Electronic retailing giant Amazon.com has never revealed how many units of its Kindle ereaders it has sold, always offering vague glowing statements that the Kindle is the company’s “most gifted” item and that Kindles continue to set sales records. However, without knowing how many Kindles the company selling, all those statements are almost meaningless: after all, if you sell three devices on quarter, selling four devices the next quarter is a 33 percent increase in sales!
Today, however, Amazon dropped a hint about how many Kindles it is selling: the retailer claims to have sold “millions” of Kindles in the first 73 days of the holiday quarter, and furthermore that holiday quarter sales to date surpass the total of all Kindle sales for 2009. It’s still not a specific number, but it means that Amazon has sold at least two million Kindles so far this quarter—and that number is only going to go up as the end-of-year holidays loom closer.

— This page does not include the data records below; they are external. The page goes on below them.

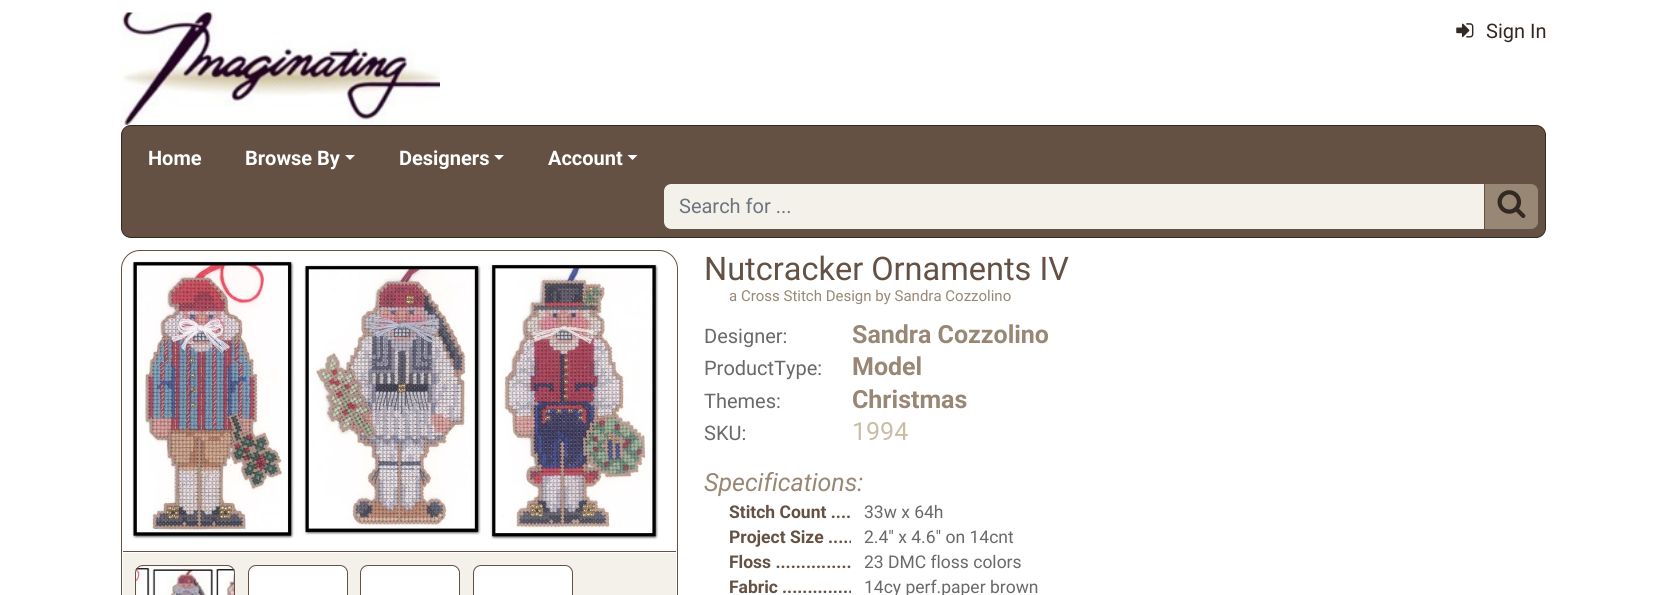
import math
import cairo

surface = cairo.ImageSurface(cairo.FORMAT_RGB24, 1667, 595)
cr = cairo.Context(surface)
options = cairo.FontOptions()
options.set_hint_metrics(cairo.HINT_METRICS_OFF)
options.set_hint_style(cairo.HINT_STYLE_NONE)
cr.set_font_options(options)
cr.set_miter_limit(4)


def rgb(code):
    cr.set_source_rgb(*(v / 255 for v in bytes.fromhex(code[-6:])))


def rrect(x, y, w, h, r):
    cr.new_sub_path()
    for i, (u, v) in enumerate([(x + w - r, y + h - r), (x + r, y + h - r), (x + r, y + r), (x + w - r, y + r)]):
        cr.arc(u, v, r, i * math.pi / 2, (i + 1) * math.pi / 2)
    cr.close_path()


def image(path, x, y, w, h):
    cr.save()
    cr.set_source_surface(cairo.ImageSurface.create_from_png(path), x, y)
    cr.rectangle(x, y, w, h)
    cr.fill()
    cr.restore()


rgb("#ffffff")
cr.paint()
image("img/1.png", 121, 12, 319, 113)
image("img/2.png", 1456, 23, 18, 15)
rgb("#645143")
rrect(121.5, 125.5, 1424, 112, 9.5)
cr.fill_preserve()
rgb("#322922")
cr.set_line_width(1)
cr.stroke()
rgb("#ffffff")
cr.new_path()
cr.move_to(345, 155)
cr.line_to(355, 155)
cr.line_to(350, 160)
cr.close_path()
cr.fill()
cr.new_path()
cr.move_to(494, 155)
cr.line_to(504, 155)
cr.line_to(499, 160)
cr.close_path()
cr.fill()
cr.new_path()
cr.move_to(627.5, 155)
cr.line_to(637.5, 155)
cr.line_to(632.5, 160)
cr.close_path()
cr.fill()
rgb("#f4f1ea")
cr.new_path()
cr.move_to(670, 184)
cr.line_to(1484, 184)
cr.line_to(1484, 229)
cr.line_to(670, 229)
cr.curve_to(666.5, 229, 664, 226.5, 664, 223)
cr.line_to(664, 190)
cr.curve_to(664, 186.5, 666.5, 184, 670, 184)
cr.close_path()
cr.fill()
cr.new_path()
cr.move_to(671, 183.5)
cr.line_to(1484.5, 183.5)
cr.line_to(1484.5, 229.5)
cr.line_to(671, 229.5)
cr.curve_to(667, 229.5, 663.5, 226, 663.5, 222)
cr.line_to(663.5, 191)
cr.curve_to(663.5, 187, 667, 183.5, 671, 183.5)
cr.close_path()
rgb("#645143")
cr.stroke()
rgb("#988774")
cr.new_path()
cr.move_to(1484.5, 183.5)
cr.line_to(1531, 183.5)
cr.curve_to(1535, 183.5, 1538.5, 187, 1538.5, 191)
cr.line_to(1538.5, 222)
cr.curve_to(1538.5, 226, 1535, 229.5, 1531, 229.5)
cr.line_to(1484.5, 229.5)
cr.close_path()
cr.fill_preserve()
rgb("#645143")
cr.stroke()
image("img/3.png", 1497, 190, 29, 28)
rrect(121.5, 250.5, 556, 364, 18.5)
cr.stroke()
image("img/4.png", 132, 257, 527, 283)
rgb("#f4f1ea")
cr.rectangle(123, 553, 553, 42)
cr.fill()
rgb("#645143")
cr.rectangle(123, 551, 553, 1)
cr.fill()
image("img/5.png", 135, 566, 100, 29)
rrect(135.5, 565.5, 99, 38, 7.5)
cr.stroke()
rgb("#ffffff")
rrect(248.5, 565.5, 99, 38, 7.5)
cr.fill_preserve()
rgb("#645143")
cr.stroke()
rgb("#ffffff")
rrect(360.5, 565.5, 99, 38, 7.5)
cr.fill_preserve()
rgb("#645143")
cr.stroke()
rgb("#ffffff")
rrect(473.5, 565.5, 99, 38, 7.5)
cr.fill_preserve()
rgb("#645143")
cr.stroke()
cr.select_font_face("Roboto")
cr.set_font_size(20)
rgb("#322922")
cr.move_to(1486, 38)
cr.show_text("Sign In")
cr.select_font_face("Roboto", cairo.FONT_SLANT_NORMAL, cairo.FONT_WEIGHT_BOLD)
rgb("#ffffff")
for x, y, s in [
    (148, 165, "Home"),
    (245, 165, "Browse By"),
    (399, 165, "Designers"),
    (548, 165, "Account"),
]:
    cr.move_to(x, y)
    cr.show_text(s)
cr.select_font_face("Roboto")
rgb("#6c757d")
cr.move_to(679, 213)
cr.show_text("Search for ...")
cr.set_font_size(32.5)
rgb("#645143")
cr.move_to(704, 280)
cr.show_text("Nutcracker Ornaments IV")
cr.set_font_size(15)
rgb("#988774")
cr.move_to(729, 301)
cr.show_text("a Cross Stitch Design by Sandra Cozzolino")
cr.set_font_size(20)
rgb("#696969")
cr.move_to(704, 343)
cr.show_text("Designer:")
cr.select_font_face("Roboto", cairo.FONT_SLANT_NORMAL, cairo.FONT_WEIGHT_BOLD)
cr.set_font_size(25)
rgb("#988774")
cr.move_to(852, 343)
cr.show_text("Sandra Cozzolino")
cr.select_font_face("Roboto")
cr.set_font_size(20)
rgb("#696969")
cr.move_to(704, 375)
cr.show_text("ProductType:")
cr.select_font_face("Roboto", cairo.FONT_SLANT_NORMAL, cairo.FONT_WEIGHT_BOLD)
cr.set_font_size(25)
rgb("#988774")
cr.move_to(852, 375)
cr.show_text("Model")
cr.select_font_face("Roboto")
cr.set_font_size(20)
rgb("#696969")
cr.move_to(704, 408)
cr.show_text("Themes:")
cr.select_font_face("Roboto", cairo.FONT_SLANT_NORMAL, cairo.FONT_WEIGHT_BOLD)
cr.set_font_size(25)
rgb("#988774")
cr.move_to(852, 408)
cr.show_text("Christmas")
cr.select_font_face("Roboto")
cr.set_font_size(20)
rgb("#696969")
cr.move_to(704, 440)
cr.show_text("SKU:")
cr.set_font_size(25)
rgb("#cbbca4")
cr.move_to(852, 440)
cr.show_text("1994")
cr.select_font_face("Roboto", cairo.FONT_SLANT_ITALIC)
rgb("#988774")
cr.move_to(704, 491)
cr.show_text("Specifications:")
cr.select_font_face("Roboto", cairo.FONT_SLANT_NORMAL, cairo.FONT_WEIGHT_BOLD)
cr.set_font_size(17.5)
rgb("#645143")
cr.move_to(729, 518)
cr.show_text("Stitch Count ....")
cr.select_font_face("Roboto")
rgb("#696969")
cr.move_to(864, 518)
cr.show_text("33w x 64h")
cr.select_font_face("Roboto", cairo.FONT_SLANT_NORMAL, cairo.FONT_WEIGHT_BOLD)
rgb("#645143")
cr.move_to(729, 543)
cr.show_text("Project Size")
cr.save()
cr.rectangle(729, 525, 122, 23)
cr.clip()
cr.move_to(828, 543)
cr.show_text(".....")
cr.restore()
cr.select_font_face("Roboto")
rgb("#696969")
cr.move_to(864, 543)
cr.show_text("2.4\" x 4.6\" on 14cnt")
cr.select_font_face("Roboto", cairo.FONT_SLANT_NORMAL, cairo.FONT_WEIGHT_BOLD)
rgb("#645143")
cr.move_to(729, 568)
cr.show_text("Floss ...............")
cr.select_font_face("Roboto")
rgb("#696969")
cr.move_to(864, 568)
cr.show_text("23 DMC floss colors")
cr.select_font_face("Roboto", cairo.FONT_SLANT_NORMAL, cairo.FONT_WEIGHT_BOLD)
rgb("#645143")
cr.move_to(729, 593)
cr.show_text("Fabric")
cr.save()
cr.rectangle(729, 575, 122, 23)
cr.clip()
cr.move_to(782, 593)
cr.show_text("..............")
cr.restore()
cr.select_font_face("Roboto")
rgb("#696969")
cr.move_to(864, 593)
cr.show_text("14cy perf.paper brown")
surface.write_to_png("page.png")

Naturally, Amazon.com couldn’t let the new slip by without more vagaries about how popular the Kindle is: “P.S. Kindle is far and away our bestselling gift item,” the Kindle team wrote in its announcement.
Third-party estimates of Kindle sales for 2010 have generally hovered around the 4 million unit mark, although Citigroup’s Mark Mahaney recently increased his estimate of 2010 Kindle sales to 5 million, and forecast Amazon will move 8.4 million Kindles in 2011.